The U.S. Department of the Interior approved in writing Thursday the American Indian tribe’s request to use 16 acres (6.5 hectares) near Interstate 85 in Kings Mountain, just west of Charlotte. The location sits about 35 miles (56 kilometers) northwest of the Catawba reservation in upstate South Carolina.

The $273 million investment in the entertainment complex could generate over 1,600 construction jobs and create more than 3,000 direct and indirect jobs once built, according to an economic development evaluation of the project last month cited in the decision.

The Catawba tribe has waited for years to build a casino, which its leaders said has been thwarted by politicians despite a 1993 federal Catawba recognition law that was supposed to open the door for one.

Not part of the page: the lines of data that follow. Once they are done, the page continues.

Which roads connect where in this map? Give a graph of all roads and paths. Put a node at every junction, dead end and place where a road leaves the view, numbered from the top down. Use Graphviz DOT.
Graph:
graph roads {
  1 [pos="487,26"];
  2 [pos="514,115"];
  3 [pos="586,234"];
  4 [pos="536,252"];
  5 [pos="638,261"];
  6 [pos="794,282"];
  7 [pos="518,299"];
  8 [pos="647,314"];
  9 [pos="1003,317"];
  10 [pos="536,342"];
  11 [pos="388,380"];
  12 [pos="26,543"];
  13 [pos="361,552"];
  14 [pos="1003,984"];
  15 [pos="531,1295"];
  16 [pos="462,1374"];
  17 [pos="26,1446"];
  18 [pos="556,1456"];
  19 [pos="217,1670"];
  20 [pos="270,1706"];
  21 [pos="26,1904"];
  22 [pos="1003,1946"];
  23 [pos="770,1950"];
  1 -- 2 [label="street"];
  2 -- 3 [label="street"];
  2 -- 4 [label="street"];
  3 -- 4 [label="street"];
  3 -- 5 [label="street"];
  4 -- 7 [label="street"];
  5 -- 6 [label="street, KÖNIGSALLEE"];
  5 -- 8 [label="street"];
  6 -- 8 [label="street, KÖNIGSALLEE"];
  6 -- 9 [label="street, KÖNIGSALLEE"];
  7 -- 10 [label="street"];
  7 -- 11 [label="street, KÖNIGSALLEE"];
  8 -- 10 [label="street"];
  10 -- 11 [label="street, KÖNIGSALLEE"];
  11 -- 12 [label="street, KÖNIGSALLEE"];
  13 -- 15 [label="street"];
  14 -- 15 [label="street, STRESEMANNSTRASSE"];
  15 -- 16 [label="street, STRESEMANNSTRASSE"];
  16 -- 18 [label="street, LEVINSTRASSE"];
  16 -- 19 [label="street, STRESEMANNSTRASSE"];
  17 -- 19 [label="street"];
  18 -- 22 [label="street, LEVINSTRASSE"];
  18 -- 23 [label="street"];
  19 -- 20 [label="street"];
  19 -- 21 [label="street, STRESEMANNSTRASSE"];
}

The tribe “is very thankful for the department’s decision to take this land into trust, enabling us to achieve the promise of self-determination though economic development,” tribal Chief Bill Harris said in a news release.

Catawba leaders say they have a historical and legal claim to the land. But the Eastern Band of Cherokee in North Carolina, with two casinos located in the state’s mountains, disagree and say the Catawba should stay in their own state. The Eastern Band promised to fight the decision in court, The Charlotte Observer reported Friday.

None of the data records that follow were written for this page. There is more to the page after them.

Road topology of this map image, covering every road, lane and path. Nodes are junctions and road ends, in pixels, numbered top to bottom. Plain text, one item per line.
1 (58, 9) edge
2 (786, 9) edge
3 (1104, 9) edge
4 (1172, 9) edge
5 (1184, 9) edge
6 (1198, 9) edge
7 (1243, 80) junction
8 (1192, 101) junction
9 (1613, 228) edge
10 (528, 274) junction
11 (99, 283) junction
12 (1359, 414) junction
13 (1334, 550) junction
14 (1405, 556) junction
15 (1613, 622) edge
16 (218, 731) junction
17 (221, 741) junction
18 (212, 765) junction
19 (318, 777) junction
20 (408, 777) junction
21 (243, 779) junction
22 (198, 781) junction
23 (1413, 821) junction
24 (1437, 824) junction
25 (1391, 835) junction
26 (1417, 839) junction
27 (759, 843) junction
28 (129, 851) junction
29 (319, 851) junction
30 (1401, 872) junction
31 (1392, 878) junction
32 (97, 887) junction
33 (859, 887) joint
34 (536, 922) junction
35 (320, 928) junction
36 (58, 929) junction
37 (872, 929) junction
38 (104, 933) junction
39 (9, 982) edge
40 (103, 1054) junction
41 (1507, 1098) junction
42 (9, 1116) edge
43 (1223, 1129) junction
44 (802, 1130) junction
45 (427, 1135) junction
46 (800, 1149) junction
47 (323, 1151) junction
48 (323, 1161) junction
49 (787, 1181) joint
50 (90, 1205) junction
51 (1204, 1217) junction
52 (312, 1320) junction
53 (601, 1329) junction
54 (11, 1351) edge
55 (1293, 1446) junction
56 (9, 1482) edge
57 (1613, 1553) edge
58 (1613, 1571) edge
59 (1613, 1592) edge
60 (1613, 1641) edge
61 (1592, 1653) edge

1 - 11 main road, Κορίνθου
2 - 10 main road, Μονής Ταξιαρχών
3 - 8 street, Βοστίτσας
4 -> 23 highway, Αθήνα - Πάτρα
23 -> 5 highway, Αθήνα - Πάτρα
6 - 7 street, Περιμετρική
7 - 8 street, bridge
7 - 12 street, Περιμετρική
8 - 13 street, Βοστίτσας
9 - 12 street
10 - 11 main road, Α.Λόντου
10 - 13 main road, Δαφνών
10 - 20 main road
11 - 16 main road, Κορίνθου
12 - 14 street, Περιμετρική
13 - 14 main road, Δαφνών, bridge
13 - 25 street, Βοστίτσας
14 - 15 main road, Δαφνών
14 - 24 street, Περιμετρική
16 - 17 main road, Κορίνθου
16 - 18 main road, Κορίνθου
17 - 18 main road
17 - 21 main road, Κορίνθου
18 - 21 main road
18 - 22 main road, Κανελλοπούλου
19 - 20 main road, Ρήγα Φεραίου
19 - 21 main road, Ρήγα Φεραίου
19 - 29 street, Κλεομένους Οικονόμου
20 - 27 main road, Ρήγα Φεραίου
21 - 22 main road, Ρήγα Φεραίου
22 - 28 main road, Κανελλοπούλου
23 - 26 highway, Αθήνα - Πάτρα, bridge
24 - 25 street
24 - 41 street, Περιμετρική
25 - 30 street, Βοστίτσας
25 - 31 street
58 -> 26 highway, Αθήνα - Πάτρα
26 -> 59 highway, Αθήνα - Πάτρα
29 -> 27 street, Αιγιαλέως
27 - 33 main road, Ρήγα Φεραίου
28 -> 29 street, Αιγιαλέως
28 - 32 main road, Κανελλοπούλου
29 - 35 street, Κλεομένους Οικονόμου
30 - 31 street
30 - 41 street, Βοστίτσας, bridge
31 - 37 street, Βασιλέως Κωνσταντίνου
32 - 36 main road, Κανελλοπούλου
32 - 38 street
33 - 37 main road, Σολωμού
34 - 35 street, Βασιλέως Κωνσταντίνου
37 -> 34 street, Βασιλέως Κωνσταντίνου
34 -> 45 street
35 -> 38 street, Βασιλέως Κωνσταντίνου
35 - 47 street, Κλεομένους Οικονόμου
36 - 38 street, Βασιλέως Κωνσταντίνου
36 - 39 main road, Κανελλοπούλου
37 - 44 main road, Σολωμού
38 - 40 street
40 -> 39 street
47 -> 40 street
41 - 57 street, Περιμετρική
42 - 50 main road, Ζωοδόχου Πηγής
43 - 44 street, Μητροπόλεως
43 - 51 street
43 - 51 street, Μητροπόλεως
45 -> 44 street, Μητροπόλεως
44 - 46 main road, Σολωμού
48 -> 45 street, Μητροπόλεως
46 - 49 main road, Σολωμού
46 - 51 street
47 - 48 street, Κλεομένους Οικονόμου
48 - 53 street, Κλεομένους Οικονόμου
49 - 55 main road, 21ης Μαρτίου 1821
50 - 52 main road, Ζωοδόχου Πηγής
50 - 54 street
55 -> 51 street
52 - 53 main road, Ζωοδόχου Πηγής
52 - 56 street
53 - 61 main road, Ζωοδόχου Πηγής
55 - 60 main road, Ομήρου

“The federal government has no right or authority to create a new reservation for the Catawba Nation across state lines, into Cherokee historical territory, just to build a casino,” Chief Richard Sneed said in a statement.

The Interior Department’s approval came as North Carolina Sens. Richard Burr and Thom Tillis and South Carolina Sen. Lindsey Graham introduced a bill last year would have directed the agency to authorize gambling on the land. That bill had been idled, however.

The 38-page decision signed by Assistant Secretary Tara Sweeney says the the Catawba tribe has “both a tribal population and governmental presence in North Carolina where the site is located.”

The tribe provides health care, employment and other services in a multi-county, two-state area that includes 253 members living in North Carolina, the document said. “Though the site falls within an area where another tribe may assert aboriginal ties, that fact does not detract the Nation’s ties to the land,” Sweeney wrote.

At a news conference in Kings Mountain to discuss the 195,000 square-foot project, Harris said the casino would be paid for by unidentified investors. It would be run by Delaware North, which manages sports and entertainment venues in addition to casinos, the Observer reported.

“It’s a righting of a wrong,” Harris said of the federal government’s decision. “We have now regained what once belonged to us.”